Tiyatro, başlangıcından beri hem toplumu yansıtan bir ayna, hem de onu yönlendiren bir güç olduğu ölçüde çağdaş bir sanat olabilmiştir. Sadece estetik açıdan değil sosyo ekonomik açıdan da tiyatronun irdelenmesi önemli. Bu da tarihsel bir perspektif gerektirir elbette ki. Tarihsel gelişime baktığımızda tiyatronun (aslında bütün olarak sanatın) insanın yaratıcı etkinliklerinin bütününden soyutlanamayacağı görülecektir. İnsanın alet yapması, yapıcı olması daha sonraki davranışlarını, düşüncelerini, hatta inançlarını etkilemiştir. İnsanlığın ortak mirası olan kültür birikimlerinden, düşünce gelişimlerinden, sanat ve felsefeden, ilkel dürtülerden ve hatta dinsel yapılardan yararlanarak tiyatronun kökenine dair düşünce üreten önemli bir kaynak Oben Güney’in kitabı.
Kitabın ilk kırk sayfasında insanı çarpan bir “Varoluşçuluk” bölümü var.

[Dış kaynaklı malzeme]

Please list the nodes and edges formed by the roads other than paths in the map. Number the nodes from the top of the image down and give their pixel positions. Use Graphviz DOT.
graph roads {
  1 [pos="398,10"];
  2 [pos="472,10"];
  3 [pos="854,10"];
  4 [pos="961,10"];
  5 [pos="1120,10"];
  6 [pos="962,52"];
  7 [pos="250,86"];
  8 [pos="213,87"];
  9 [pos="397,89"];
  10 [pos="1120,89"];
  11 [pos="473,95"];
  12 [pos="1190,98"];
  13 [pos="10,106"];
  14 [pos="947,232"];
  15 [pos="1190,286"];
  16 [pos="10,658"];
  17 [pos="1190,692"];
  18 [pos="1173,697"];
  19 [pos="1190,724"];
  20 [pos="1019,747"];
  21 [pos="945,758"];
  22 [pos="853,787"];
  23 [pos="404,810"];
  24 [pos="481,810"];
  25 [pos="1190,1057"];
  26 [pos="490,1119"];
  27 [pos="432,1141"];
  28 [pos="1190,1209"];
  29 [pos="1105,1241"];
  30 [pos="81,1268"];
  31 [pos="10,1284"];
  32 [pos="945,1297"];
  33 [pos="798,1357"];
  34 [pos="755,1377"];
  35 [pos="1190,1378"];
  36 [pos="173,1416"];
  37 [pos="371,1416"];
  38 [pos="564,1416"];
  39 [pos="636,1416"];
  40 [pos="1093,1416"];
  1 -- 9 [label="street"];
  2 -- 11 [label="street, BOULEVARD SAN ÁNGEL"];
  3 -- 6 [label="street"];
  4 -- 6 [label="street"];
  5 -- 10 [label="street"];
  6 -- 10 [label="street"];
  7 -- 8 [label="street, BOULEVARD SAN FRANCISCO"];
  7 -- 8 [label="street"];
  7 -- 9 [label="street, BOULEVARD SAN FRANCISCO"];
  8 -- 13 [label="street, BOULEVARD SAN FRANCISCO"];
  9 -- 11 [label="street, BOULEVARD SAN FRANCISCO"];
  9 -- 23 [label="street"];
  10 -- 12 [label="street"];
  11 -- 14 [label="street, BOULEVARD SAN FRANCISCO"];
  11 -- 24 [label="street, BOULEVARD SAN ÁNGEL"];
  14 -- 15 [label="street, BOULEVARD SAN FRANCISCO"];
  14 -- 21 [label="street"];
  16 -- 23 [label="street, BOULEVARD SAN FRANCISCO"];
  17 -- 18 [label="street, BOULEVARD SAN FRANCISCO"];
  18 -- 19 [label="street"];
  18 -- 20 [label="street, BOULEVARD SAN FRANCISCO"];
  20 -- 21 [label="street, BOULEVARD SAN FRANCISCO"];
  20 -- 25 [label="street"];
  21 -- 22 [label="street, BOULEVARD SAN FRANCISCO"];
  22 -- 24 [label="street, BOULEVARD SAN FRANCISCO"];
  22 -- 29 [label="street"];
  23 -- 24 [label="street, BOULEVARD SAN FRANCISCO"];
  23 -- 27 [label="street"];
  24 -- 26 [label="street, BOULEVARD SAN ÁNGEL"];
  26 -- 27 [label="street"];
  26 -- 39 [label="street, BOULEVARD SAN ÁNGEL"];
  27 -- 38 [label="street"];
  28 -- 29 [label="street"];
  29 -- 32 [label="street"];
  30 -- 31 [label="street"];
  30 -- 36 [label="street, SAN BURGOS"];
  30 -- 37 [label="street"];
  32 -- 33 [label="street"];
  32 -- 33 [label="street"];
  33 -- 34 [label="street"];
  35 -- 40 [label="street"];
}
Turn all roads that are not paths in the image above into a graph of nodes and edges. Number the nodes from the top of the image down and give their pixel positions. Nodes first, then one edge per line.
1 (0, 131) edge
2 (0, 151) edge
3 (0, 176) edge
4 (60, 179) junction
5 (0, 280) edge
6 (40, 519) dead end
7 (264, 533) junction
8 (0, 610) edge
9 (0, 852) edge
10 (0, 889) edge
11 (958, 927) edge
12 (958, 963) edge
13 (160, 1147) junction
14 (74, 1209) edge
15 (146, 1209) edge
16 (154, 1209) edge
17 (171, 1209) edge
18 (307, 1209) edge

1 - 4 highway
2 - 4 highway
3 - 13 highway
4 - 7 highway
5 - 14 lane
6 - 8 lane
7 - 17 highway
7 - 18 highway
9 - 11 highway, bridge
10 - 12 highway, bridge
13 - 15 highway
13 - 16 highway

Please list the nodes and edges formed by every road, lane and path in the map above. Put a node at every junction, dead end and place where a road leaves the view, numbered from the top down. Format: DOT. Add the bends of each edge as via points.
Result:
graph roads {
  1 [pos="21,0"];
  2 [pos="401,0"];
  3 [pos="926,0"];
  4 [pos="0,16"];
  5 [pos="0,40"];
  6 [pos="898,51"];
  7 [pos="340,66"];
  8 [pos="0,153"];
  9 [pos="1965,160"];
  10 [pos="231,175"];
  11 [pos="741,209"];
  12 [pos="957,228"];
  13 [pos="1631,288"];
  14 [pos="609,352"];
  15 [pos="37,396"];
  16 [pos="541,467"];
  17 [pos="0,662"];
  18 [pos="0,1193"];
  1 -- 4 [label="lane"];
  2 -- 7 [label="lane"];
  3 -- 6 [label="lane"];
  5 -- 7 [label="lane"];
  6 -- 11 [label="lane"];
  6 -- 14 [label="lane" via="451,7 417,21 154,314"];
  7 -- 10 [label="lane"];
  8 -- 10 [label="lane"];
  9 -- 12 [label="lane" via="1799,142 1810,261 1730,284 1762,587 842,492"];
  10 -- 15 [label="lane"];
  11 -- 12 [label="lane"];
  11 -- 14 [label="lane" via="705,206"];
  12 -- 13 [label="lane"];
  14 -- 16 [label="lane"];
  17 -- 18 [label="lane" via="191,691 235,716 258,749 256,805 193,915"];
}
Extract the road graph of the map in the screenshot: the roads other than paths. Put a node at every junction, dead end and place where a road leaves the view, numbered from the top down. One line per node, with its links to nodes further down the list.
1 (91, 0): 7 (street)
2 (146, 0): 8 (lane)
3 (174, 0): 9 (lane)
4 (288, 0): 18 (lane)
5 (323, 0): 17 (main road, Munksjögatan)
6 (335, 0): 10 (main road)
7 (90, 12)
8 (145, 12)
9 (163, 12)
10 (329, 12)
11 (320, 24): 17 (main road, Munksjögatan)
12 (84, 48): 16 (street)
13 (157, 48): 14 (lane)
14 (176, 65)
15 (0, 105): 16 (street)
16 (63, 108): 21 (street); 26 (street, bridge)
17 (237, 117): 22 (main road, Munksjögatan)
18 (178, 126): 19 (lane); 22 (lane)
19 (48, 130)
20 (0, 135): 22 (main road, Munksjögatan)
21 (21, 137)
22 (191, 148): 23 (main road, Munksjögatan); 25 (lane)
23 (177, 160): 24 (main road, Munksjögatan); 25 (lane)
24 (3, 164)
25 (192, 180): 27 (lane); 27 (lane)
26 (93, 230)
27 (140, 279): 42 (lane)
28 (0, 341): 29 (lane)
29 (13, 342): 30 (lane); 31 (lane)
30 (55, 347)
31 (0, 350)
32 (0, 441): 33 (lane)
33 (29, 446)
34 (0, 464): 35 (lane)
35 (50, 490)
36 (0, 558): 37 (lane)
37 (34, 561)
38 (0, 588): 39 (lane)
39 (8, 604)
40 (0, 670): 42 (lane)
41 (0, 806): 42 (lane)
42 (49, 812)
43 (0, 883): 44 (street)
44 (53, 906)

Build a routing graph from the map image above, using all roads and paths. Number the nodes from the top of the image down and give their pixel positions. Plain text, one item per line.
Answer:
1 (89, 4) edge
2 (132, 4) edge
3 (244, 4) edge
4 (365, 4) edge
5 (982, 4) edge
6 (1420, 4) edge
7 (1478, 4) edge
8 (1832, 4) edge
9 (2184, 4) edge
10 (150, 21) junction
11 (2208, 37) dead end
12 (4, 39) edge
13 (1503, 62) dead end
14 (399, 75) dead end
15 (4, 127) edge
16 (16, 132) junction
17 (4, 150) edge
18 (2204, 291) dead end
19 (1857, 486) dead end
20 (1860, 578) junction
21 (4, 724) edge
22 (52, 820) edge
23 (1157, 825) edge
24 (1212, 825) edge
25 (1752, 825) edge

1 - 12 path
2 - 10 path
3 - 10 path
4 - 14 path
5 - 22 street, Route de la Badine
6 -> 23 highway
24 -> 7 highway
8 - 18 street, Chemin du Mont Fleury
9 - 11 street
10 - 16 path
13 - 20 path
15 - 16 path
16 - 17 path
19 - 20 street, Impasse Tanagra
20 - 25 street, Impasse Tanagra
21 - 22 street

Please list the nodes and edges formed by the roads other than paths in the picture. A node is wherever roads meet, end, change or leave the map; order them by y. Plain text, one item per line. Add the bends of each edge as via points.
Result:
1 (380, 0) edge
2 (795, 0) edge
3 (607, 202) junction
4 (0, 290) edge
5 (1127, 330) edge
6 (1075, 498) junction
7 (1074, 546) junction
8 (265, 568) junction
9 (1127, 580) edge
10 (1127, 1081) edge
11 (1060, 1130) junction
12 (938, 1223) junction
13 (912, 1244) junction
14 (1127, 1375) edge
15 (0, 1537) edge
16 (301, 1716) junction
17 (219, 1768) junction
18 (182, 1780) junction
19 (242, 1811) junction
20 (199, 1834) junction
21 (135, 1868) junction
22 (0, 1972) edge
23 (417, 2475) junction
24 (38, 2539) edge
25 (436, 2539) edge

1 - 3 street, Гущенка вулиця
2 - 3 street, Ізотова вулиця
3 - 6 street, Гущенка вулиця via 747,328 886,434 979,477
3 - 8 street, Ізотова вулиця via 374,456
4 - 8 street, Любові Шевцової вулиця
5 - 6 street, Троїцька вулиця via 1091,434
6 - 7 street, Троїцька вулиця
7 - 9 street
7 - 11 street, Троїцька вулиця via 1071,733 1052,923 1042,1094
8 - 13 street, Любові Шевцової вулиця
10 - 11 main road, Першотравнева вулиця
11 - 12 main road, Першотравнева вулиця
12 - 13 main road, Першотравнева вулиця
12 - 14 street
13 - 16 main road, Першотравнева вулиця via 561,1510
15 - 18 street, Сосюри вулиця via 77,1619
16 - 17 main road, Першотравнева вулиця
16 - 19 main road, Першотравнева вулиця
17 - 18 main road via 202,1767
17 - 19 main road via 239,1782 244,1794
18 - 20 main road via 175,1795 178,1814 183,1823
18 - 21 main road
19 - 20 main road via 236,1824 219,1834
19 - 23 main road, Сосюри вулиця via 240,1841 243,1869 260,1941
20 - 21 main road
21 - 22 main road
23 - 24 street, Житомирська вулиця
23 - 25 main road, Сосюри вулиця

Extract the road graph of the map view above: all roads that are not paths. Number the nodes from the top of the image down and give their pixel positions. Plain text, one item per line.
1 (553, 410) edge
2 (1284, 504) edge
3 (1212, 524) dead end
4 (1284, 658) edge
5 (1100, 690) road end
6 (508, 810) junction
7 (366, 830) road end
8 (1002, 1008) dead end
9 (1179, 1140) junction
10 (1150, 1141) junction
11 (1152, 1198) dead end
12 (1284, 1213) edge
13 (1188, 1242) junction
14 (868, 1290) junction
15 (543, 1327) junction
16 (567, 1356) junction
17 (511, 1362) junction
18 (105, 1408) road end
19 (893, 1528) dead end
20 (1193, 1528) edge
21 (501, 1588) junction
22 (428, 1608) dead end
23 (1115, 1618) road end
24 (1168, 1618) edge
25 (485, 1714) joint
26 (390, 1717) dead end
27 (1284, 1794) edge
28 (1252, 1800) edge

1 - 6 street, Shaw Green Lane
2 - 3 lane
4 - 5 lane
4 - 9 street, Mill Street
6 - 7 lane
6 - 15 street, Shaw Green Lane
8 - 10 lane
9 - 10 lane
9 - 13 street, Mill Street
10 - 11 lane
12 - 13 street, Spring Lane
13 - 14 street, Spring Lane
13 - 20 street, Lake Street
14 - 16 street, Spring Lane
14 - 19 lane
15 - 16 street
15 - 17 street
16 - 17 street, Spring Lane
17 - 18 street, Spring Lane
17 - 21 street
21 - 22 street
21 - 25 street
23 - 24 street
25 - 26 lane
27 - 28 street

Sonra sanatın başlangıcına gidiyoruz. İlkel topluluklardan uygarlıklara yöneliyoruz. Daha ilk topluluklardan başlayarak toplumların düşünsel yanına yöneliyor yazar. Düşünsel yanı elbette ki dinsel yanla birleşiyor. Totemizmden Antik Yunan Tanrılarına… Düşünen, algılayan insan, sonra taklit eden insan, alet yapan insan ve oynayan insan… Oben Güney insanı oynayan insan olarak da ele alıyor ve insanla tiyatro arasındaki ilişkiye doğal bir boyut kazandırıyor. Home Ludens’i işte bu kitapta okumuşum ilk. Ama öylece kalakalmış satır aralarına yazdığım küçük notlarda.
“İnsanda Tiyatro – Tiyatroda İnsan” sadece tiyatro kuramcılarına yönelerek, onların düşüncelerine başvurularak yazılmamış. Toplumsal ve düşünsel yapılar, uygarlıklar, kültürel birikimler ele alınarak tiyatro ve insan ilişkisi bütün tarihsel yönleriyle yorumlanmış.
Birinci cilt insanın başlangıcından orta çağa kadar geliyor. Aynı bütüncül bakış açısıyla ikinci cildi de okumak istiyor insan. Keşke bu ciltle birlikte ikinci cilt de basılsa. Oben Güney’in, korunup korunmadığından bile habersiz olduğumuz arşivi araştırmacısını ve yayıncısını bekliyor. Kim bilir, tiyatro adamlarımızın birikimlerinden yararlanmanın önemli olduğunu anlarız bir gün… (Türk Tiyatrosu üzerine kuramsal çalışmaların büyük bir bölümü ancak sahaflardan edinilebiliyor da, o yüzden dedim…) Geç olmasa bari!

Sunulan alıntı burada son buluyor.